Tesi etd-11202020-131631
Link copiato negli appunti
Tipo di tesi
Dottorato
Autore
SEYOUM, BIRUK
Indirizzo email
forbiruk@gmail.com
URN
etd-11202020-131631
Titolo
Design methods for partially reconfigurable FPGA-based SoCs and their applications for accelerating deep neural networks
Settore scientifico disciplinare
INF/01
Corso di studi
Istituto di Tecnologie della Comunicazione, dell'Informazione e della Percezione - PH.D. PROGRAMME IN EMERGING DIGITAL TECHNOLOGIES (EDT)
Commissione
relatore Prof. BUTTAZZO, GIORGIO CARLO
Membro Prof. CILARDO, ALESSANDRO
Presidente Prof. CUCINOTTA, TOMMASO
Membro Prof. Luca CARLONI
Relatore Prof.ssa MITRA, TULIKA
Membro Prof. CILARDO, ALESSANDRO
Presidente Prof. CUCINOTTA, TOMMASO
Membro Prof. Luca CARLONI
Relatore Prof.ssa MITRA, TULIKA
Parole chiave
- Dynamic Partial Reconfiguration
- FPGAs
- Reconfigurable computing
Data inizio appello
19/07/2021;
Disponibilità
completa
Riassunto analitico
The ever-growing demand for energy and power-efficient computation without compromising performance has caused a paradigm shift in system design towards complex heterogeneous systems, which integrate general-purpose multi-core and many-core processors with specialized and power-efficient hardware accelerators on a single chip. One significant outcome of this drift towards heterogeneous architectures is the integration of general-purpose processor cores with integrated programmable logic inside FPGA-based SoCs. These platforms combine the software programmability of processors with the hardware programmability of FPGAs, enabling the design of systems with a high-level of flexibility, performance, and scalability.
The paradigm shift in system design has also opened the gate for specialized hardware accelerators to be increasingly employed to achieve efficient performance across a wide range of applications. Accordingly, the exploration of the efficient way to implement hardware accelerators on FPGA-based SoCs has also become a major research theme. In the meanwhile, the programmable logic on the FPGAs has also evolved from simply being re-programmable to dynamically reconfigurable to dynamically partially reconfigurable. Dynamic partial reconfiguration (DPR) of FPGAs refers to the capability of modifying some portion of the logic blocks on the FPGA with partial bitstreams, while the remaining portions of the logic remain to be operational. Under DPR, hardware modules can be reconfigured on the same logic area of the FPGA in a time-multiplexed manner, thereby reducing the size, cost, and dynamic power consumption of the target FPGA. Employing the DPR feature into the design is also a great way to increase the modularity and flexibility of the system as it allows to swap logic functions on the fly, without the need to reconfigure the entire FPGA. Furthermore, by the virtue of its flexibility, the DPR feature makes FPGA-based SoCs an ideal platform to build truly self-adaptive systems.
Despite its benefits, DPR-based hardware acceleration is not highly explored for reasons related to the tediousness and complexity of the existing DPR design flow.

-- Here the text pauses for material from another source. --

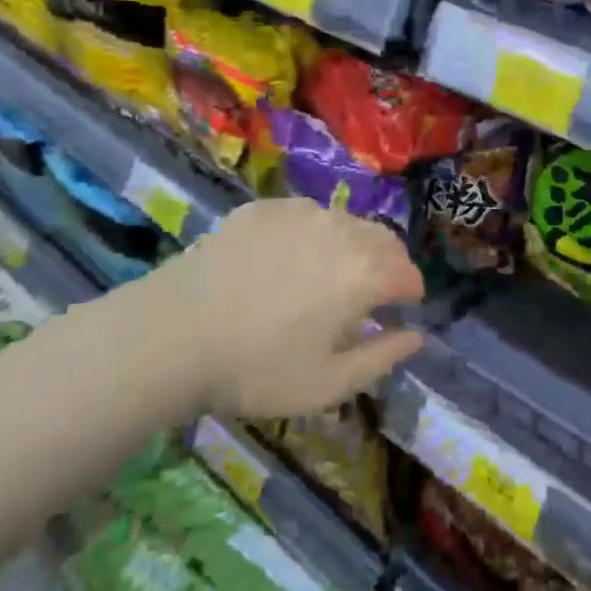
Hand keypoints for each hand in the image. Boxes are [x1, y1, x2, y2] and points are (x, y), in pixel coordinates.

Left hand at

Moreover, a considerable manual effort and an expertise with the technology and tools is also required to perform the full design flow, as existing commercial DPR design tools partially/fully automate some of the individual design steps. While DPR can improve the performance of many applications across a wide domain, in practice, its use has mostly been limited to applications requiring fault tolerance, adaptability and reliability. The lack of DPR-based designs in other areas, such as AI applications, real-time applications, security applications, etc., has limited its popularity. To enable a wider adoption of DPR, the standard DPR design methodology also needs to be updated in such a way that it can easily integrate the high-level application requirements into the design. Therefore, in order to enable system designers to take full advantage of the DPR feature of FPGA-based SoCs, and also increase its applicability, the standard DPR design flow needs to be modified and simplified. The final goal of this work is to reach \textit{a full automation of the DPR design flow that also integrates high-level application requirements into the design. This will lead to reaping the full benefits offered by DPR and push for its wider adoption, beyond the realm of a few expert designers.}
Towards this objective, this thesis addresses two major research themes: (1) the automation of the DPR design flow in Xilinx FPGAs and (2) the efficient use of DPR in the design and implementation of embedded systems. The first theme is covered in the first part of the thesis, which presents a suite of design tools that automate, the otherwise manually performed, DPR design steps in Xilinx FPGAs, and ultimately integrates these individual tools to build a holistic DPR design automation tool. The tool especially targets system designs involving a hardware-software co-design approach with real-time requirements. The second part of the thesis focuses on demonstrating the feasibility and increased benefits of utilizing DPR in the design and implementation of applications, focusing on the efficient implementation and optimization of Deep Neural Network (DNN) accelerators for FPGAs under DPR. In particular, the thesis presents a novel tool that optimizes and improves the performance of FPGA-based quantized neural network (QNN) accelerators by combining an analytical latency model of the network, an empirical resource consumption model of the network, and DPR. Furthermore, this part demonstrates on how DPR can become a new optimization trade-off, besides the area-latency trade-off, in the performance optimization of hardware accelerators for FPGAs. Finally, this part also aims at closing the gap between the state of the art DNN architectures and their corresponding FPGA implementation.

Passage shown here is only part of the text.